ACTION ITEM - Which of the lines below contain the string "main"? Copy each one.
[Opening RECORDS SHOWN section]
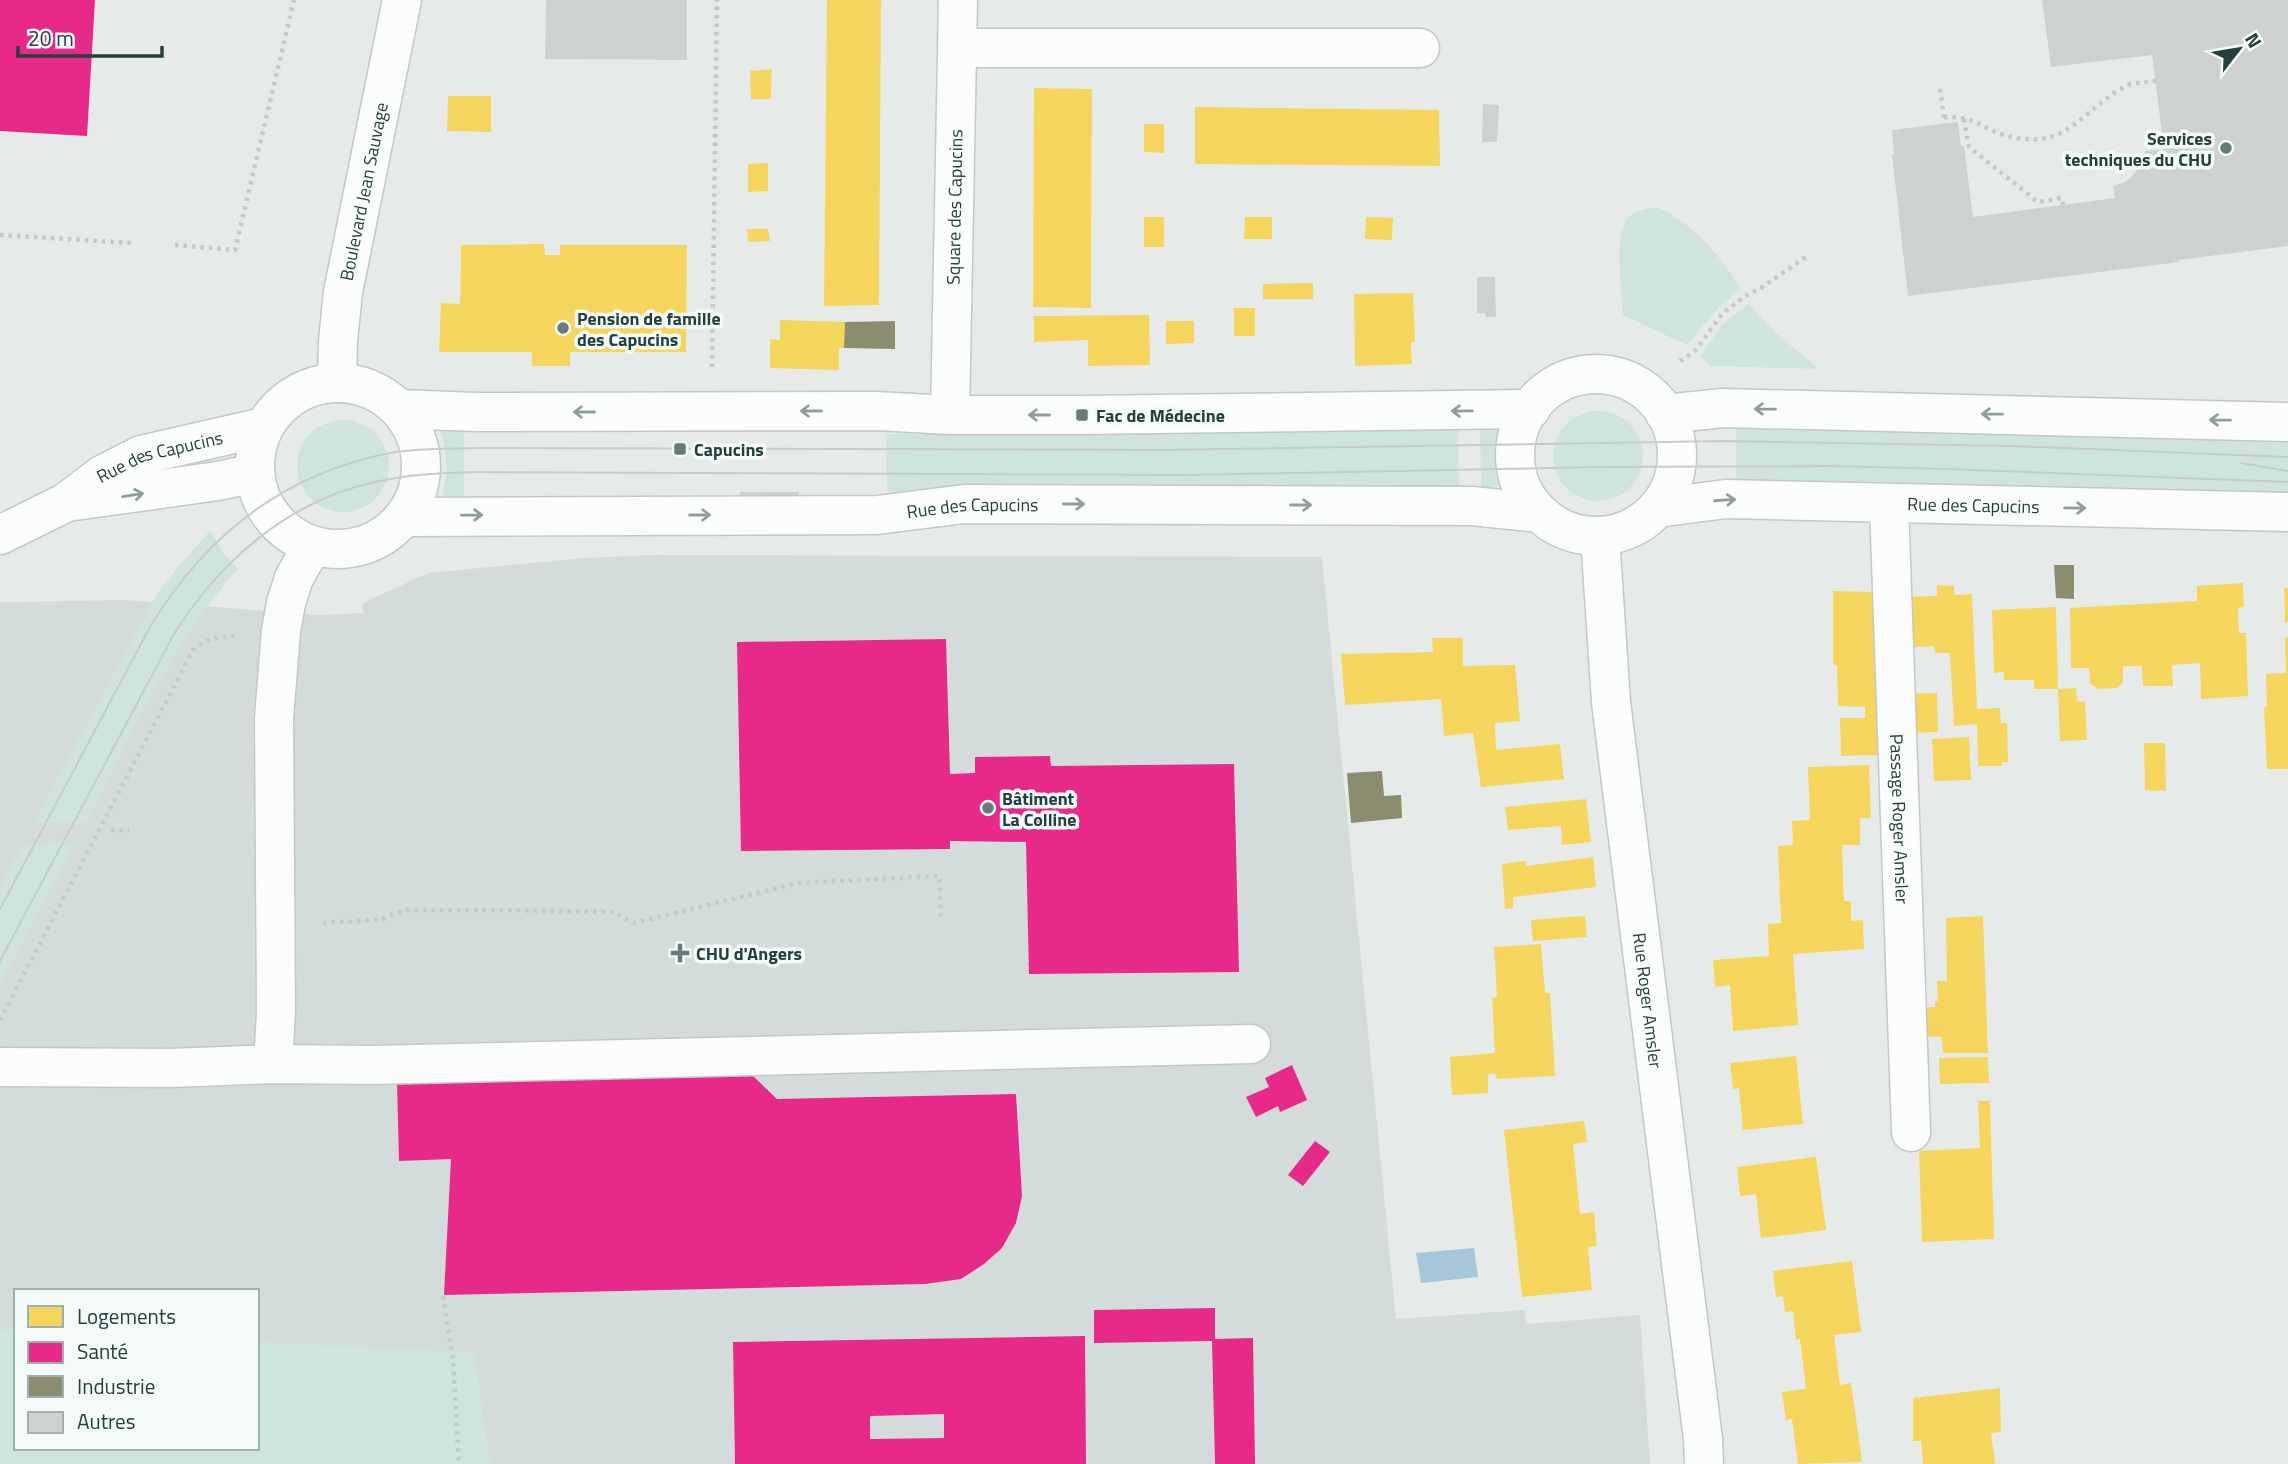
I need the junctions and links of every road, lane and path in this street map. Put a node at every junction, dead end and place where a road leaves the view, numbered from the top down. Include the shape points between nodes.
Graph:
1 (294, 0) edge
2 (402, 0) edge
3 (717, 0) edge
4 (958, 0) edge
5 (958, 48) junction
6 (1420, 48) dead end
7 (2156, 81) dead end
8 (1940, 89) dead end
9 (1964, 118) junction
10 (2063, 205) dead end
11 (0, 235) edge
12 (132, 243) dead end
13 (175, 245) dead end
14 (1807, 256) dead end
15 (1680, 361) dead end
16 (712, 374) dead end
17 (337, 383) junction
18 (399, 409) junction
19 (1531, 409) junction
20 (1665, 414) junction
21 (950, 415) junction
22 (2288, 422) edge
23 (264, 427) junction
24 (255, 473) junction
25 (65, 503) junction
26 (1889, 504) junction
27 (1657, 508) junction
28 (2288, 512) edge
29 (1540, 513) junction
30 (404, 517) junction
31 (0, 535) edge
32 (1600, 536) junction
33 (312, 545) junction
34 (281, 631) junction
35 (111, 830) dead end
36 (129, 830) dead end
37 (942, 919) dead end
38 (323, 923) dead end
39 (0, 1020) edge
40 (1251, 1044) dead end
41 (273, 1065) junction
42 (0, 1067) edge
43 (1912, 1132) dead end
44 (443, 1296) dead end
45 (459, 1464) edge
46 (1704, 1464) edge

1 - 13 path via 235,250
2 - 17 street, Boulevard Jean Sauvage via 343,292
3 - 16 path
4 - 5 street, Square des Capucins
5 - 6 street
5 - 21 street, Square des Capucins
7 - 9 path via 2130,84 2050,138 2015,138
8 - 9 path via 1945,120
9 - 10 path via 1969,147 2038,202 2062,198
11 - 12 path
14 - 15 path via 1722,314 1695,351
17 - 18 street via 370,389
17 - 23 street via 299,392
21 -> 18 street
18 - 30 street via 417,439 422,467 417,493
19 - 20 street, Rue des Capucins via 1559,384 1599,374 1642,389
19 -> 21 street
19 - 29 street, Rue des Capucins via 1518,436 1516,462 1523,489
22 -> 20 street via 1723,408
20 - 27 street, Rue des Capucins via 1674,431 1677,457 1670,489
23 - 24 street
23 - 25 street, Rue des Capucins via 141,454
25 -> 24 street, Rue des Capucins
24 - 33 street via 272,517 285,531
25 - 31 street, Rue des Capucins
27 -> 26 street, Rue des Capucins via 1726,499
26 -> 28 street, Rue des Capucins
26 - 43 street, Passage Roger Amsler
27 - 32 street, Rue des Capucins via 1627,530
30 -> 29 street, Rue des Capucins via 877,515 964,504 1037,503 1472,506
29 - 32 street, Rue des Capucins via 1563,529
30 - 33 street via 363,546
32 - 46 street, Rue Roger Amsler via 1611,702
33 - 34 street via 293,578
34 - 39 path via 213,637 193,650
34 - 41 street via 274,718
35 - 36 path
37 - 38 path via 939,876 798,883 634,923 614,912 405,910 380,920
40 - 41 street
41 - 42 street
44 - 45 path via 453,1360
[Closing RECORDS SHOWN section]
[Opening RECORDS SHOWN section]
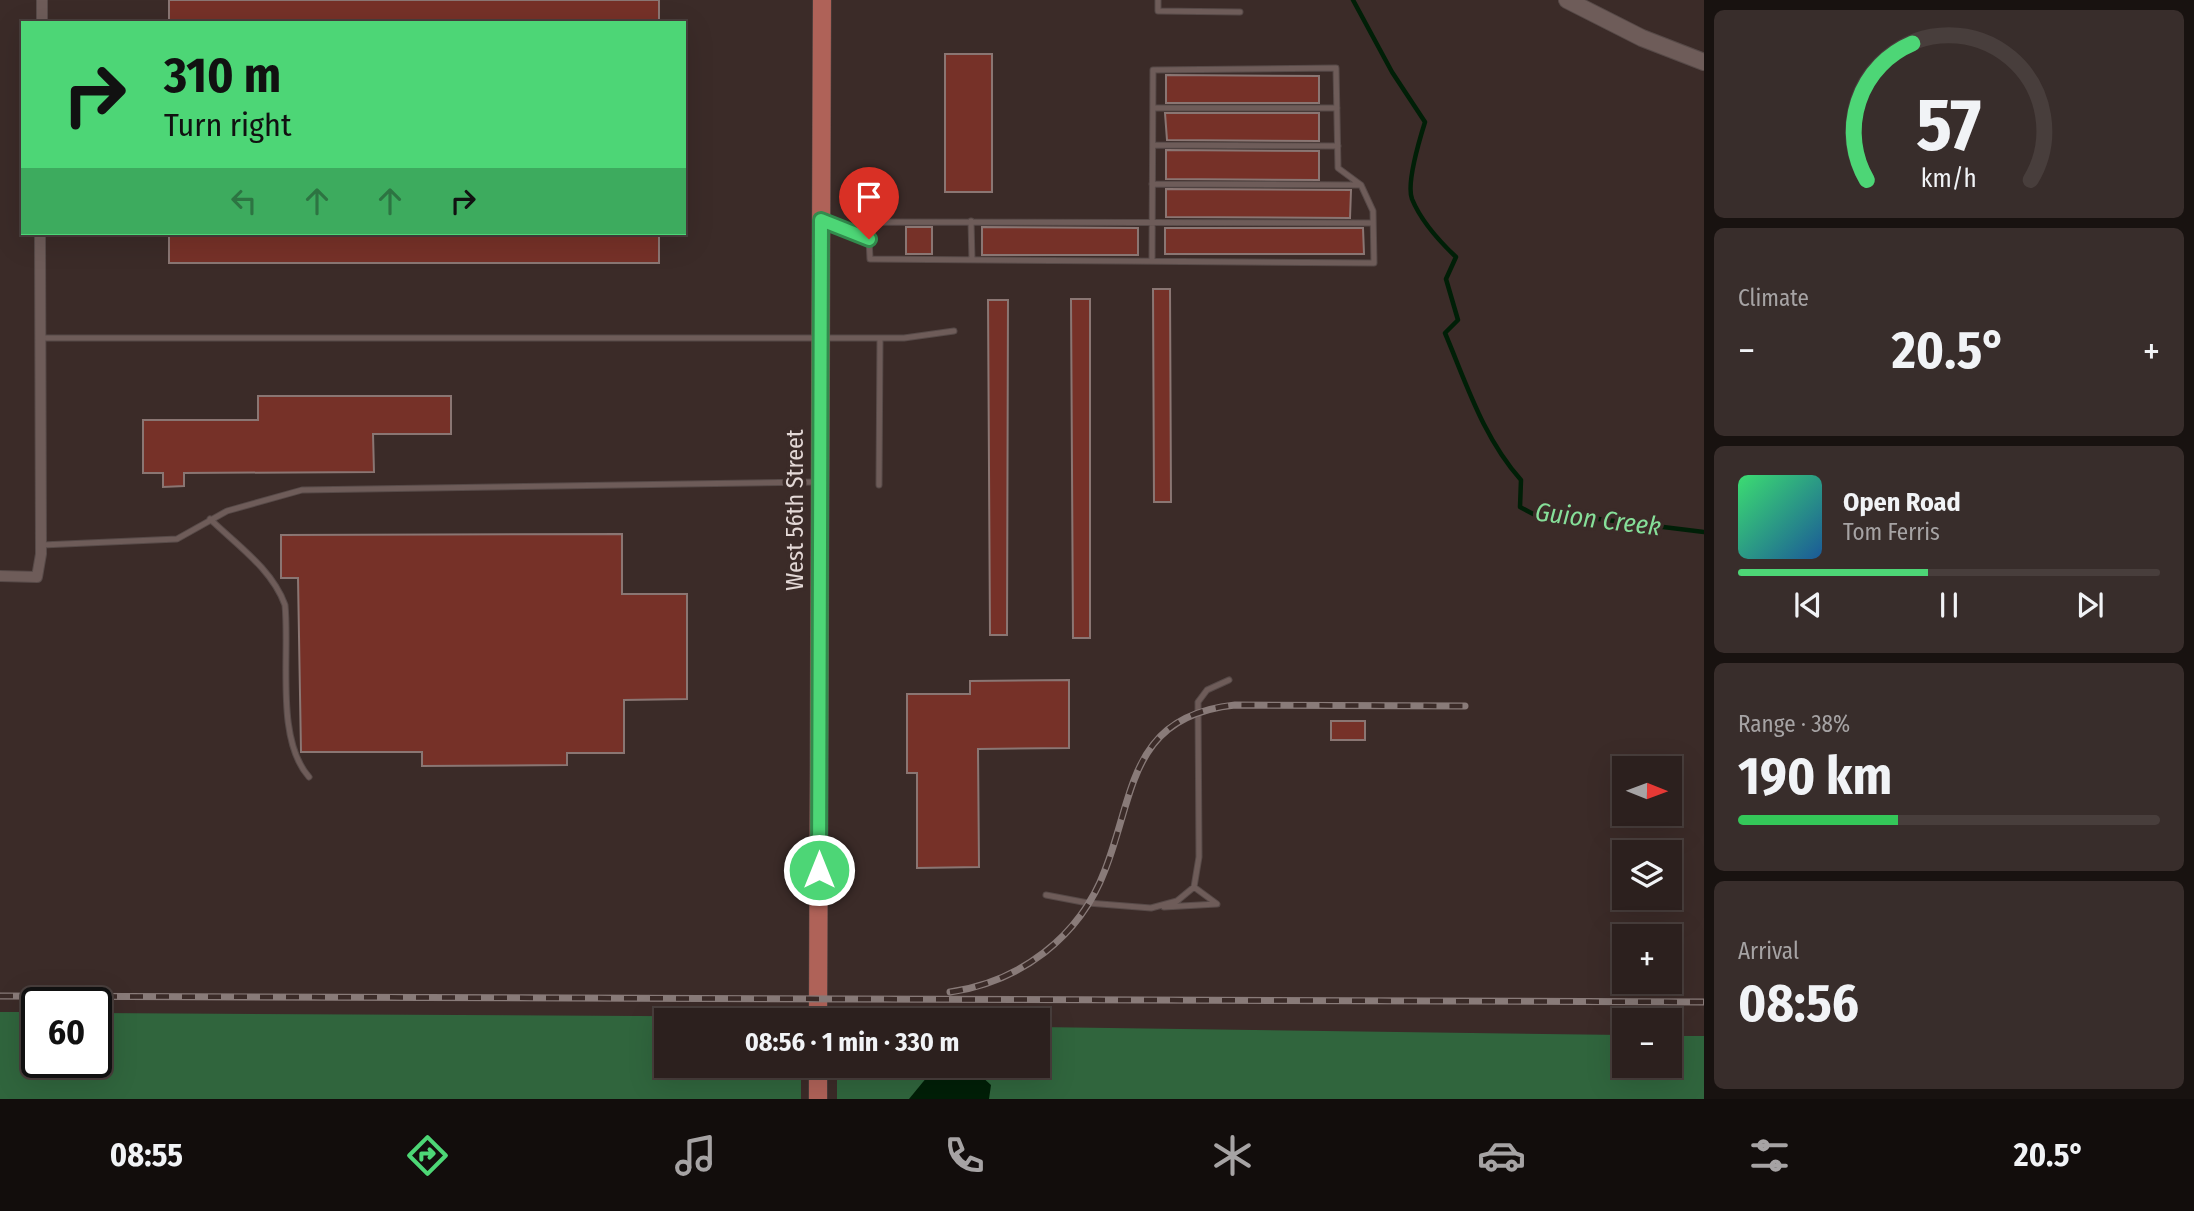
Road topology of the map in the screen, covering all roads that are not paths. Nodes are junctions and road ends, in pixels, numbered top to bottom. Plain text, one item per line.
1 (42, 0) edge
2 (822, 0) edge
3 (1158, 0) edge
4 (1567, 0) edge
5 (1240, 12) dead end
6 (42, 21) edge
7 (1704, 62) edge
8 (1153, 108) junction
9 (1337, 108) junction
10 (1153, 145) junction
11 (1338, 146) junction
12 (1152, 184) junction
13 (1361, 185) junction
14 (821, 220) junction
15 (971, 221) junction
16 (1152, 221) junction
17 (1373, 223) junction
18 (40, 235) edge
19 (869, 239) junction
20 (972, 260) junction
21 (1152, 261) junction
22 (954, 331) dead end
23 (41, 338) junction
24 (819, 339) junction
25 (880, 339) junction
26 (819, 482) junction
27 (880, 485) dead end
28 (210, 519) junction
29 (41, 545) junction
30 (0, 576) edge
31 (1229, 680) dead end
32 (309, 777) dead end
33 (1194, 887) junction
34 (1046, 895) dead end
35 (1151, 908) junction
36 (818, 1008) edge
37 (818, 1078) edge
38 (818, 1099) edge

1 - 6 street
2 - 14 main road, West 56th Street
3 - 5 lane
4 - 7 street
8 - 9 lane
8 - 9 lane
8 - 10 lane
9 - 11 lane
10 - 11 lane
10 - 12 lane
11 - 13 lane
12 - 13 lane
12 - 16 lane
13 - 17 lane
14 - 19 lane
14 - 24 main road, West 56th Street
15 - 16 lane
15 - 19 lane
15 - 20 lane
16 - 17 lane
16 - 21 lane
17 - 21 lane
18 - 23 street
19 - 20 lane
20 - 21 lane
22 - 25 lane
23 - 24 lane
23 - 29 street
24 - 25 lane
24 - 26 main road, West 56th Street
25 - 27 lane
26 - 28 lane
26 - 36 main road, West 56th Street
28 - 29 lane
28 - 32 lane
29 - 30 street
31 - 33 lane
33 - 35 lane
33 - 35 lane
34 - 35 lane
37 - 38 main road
[Closing RECORDS SHOWN section]
RESULT -
2 - 14 main road, West 56th Street
14 - 24 main road, West 56th Street
24 - 26 main road, West 56th Street
26 - 36 main road, West 56th Street
37 - 38 main road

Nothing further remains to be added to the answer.